De acordo com tais conclusões as questões colocadas no recurso interposto pelos autores estão relacionadas com a declarada inexistência, no caso dos autos, dos requisitos do abuso do direito de intervenção processual (de recurso aos tribunais) por parte dos réus, que foi fundamento da sua absolvição.
2. O pedido formulado pelos autores e que não foi julgado procedente era o de condenação dos réus a pagar aos autores uma indemnização relativa aos danos causados pelo abuso de direito de intervenção processual em que os réus teriam ocorrido.

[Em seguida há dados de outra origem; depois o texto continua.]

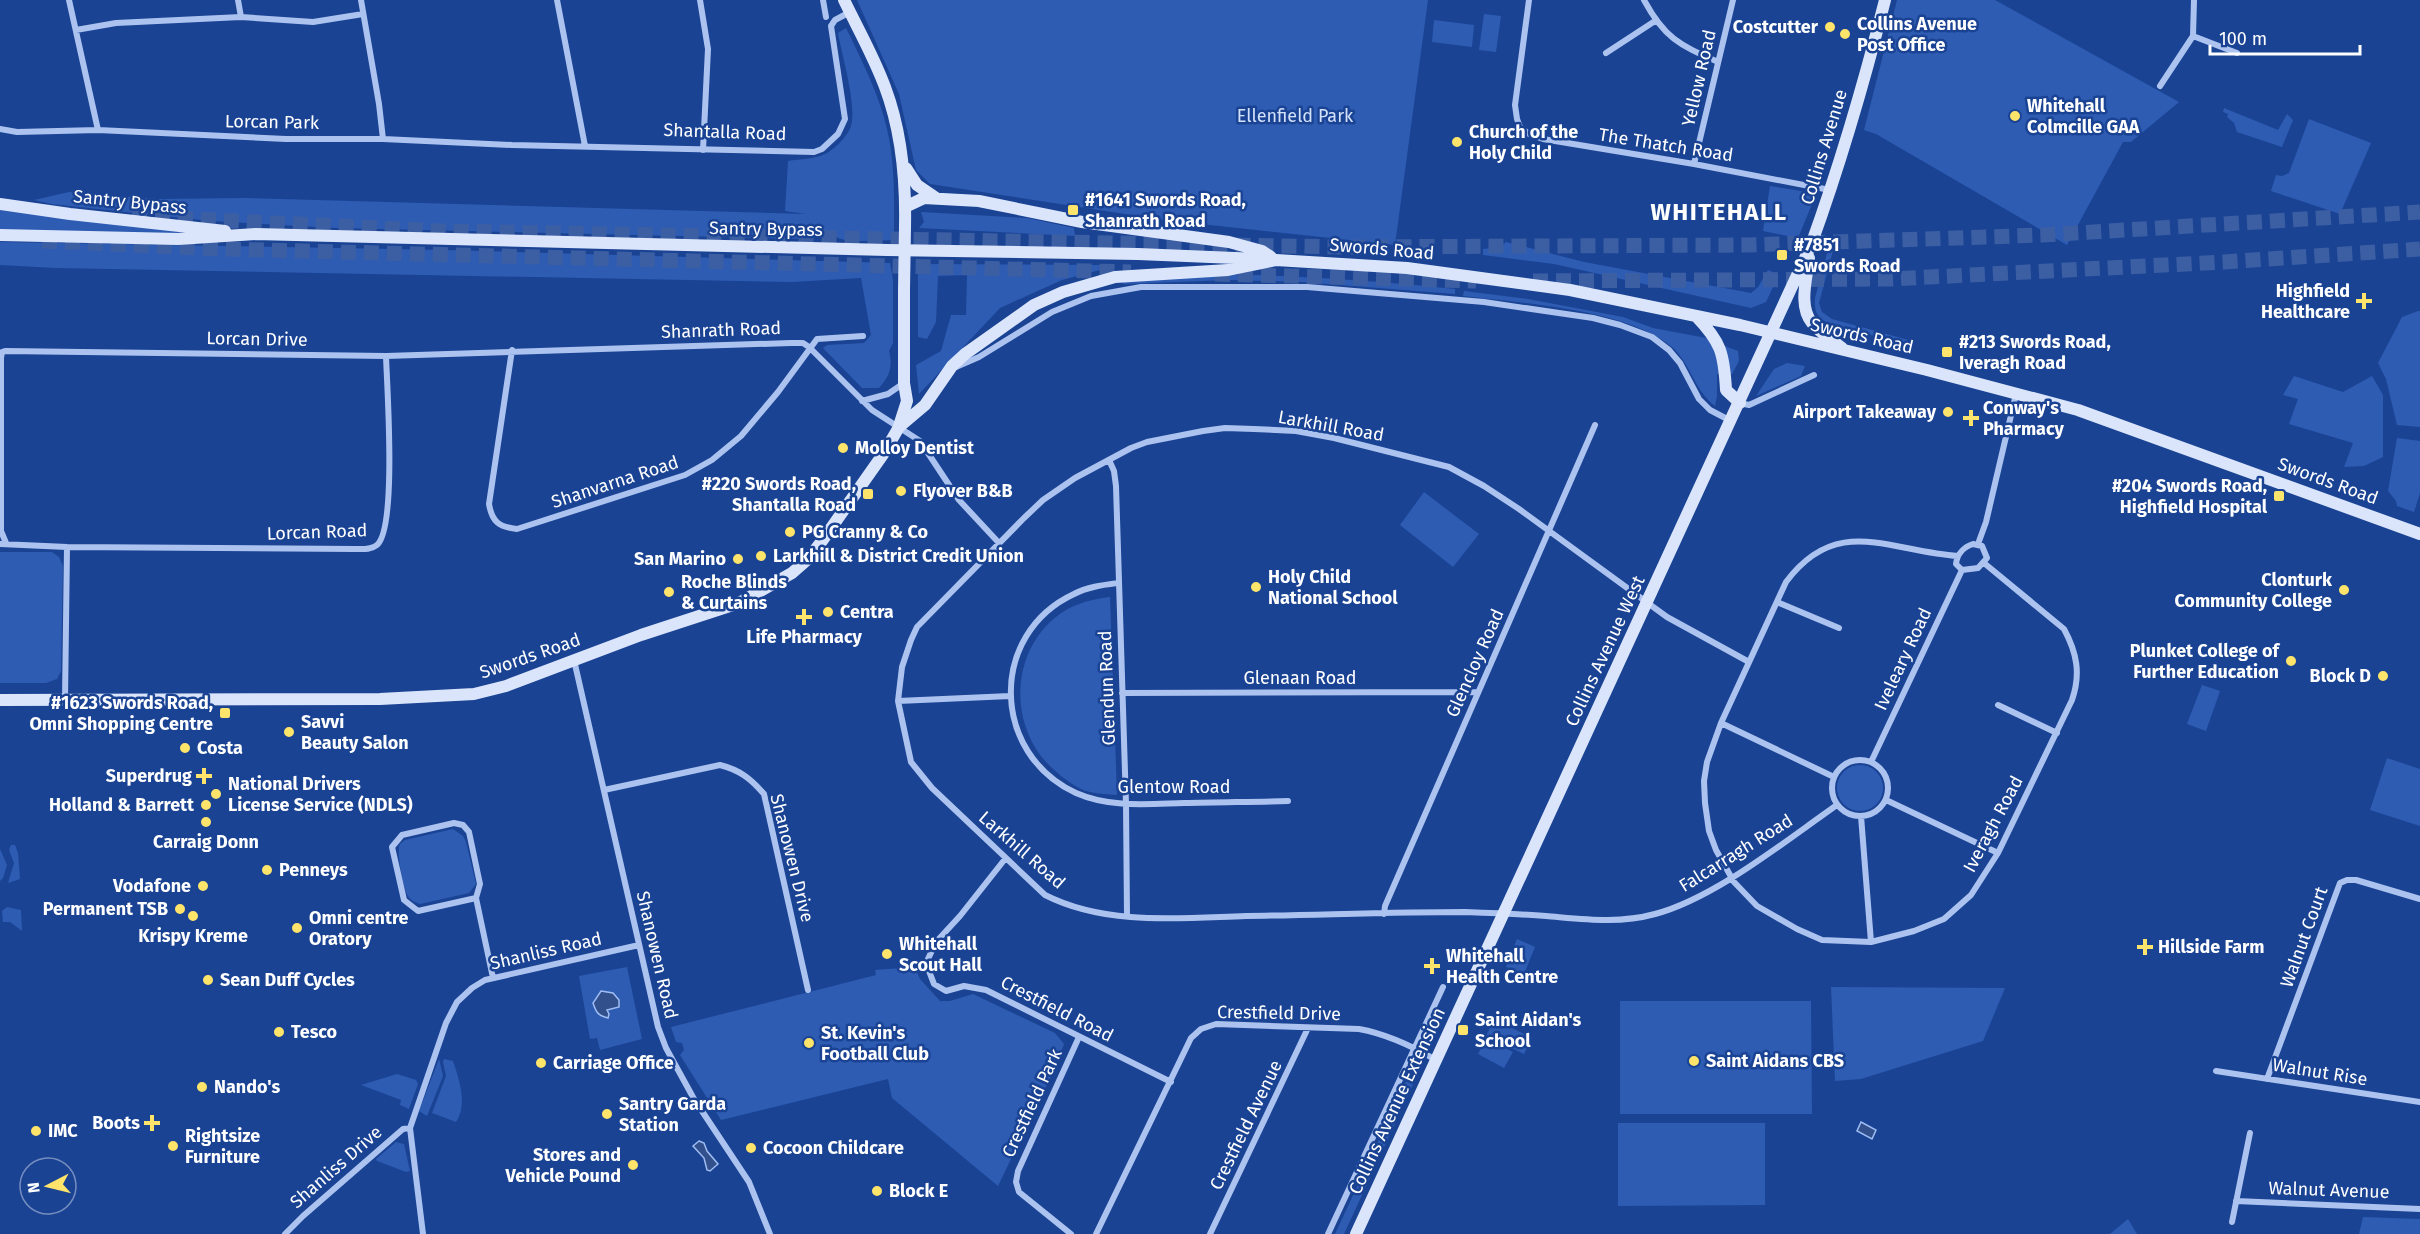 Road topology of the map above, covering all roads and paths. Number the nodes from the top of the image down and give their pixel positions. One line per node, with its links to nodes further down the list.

Entendem os autores que o sucessivo recurso aos Tribunais por parte dos réus, constituindo o exercício abusivo do direito de agir, é ilícito e violador do direito de propriedade dos autores, e, em conformidade, gerador da responsabilidade civil nos termos que peticionam.
Pensamos que não lhes assiste razão.
3. Na verdade, apesar de o direito de acesso aos tribunais estar constitucionalmente garantido o exercício de tal direito, como o de qualquer outro, pode não ser tolerado pela ordem jurídica, posto que se verifiquem os requisitos do artigo 334º do Código Civil, que é do seguinte teor: “É ilegítimo o exercício de um direito, quando o titular exceda manifestamente os limites impostos pela boa fé, pelos bons costumes ou pelo fim social ou económico desse direito
Na ponderação dos interesses em jogo o que torna o exercício do direito ilegítimo é o manifesto excesso dos limites que são impostos por três princípios basilares: a boa fé, os bons costumes e o fim social e económico do direito.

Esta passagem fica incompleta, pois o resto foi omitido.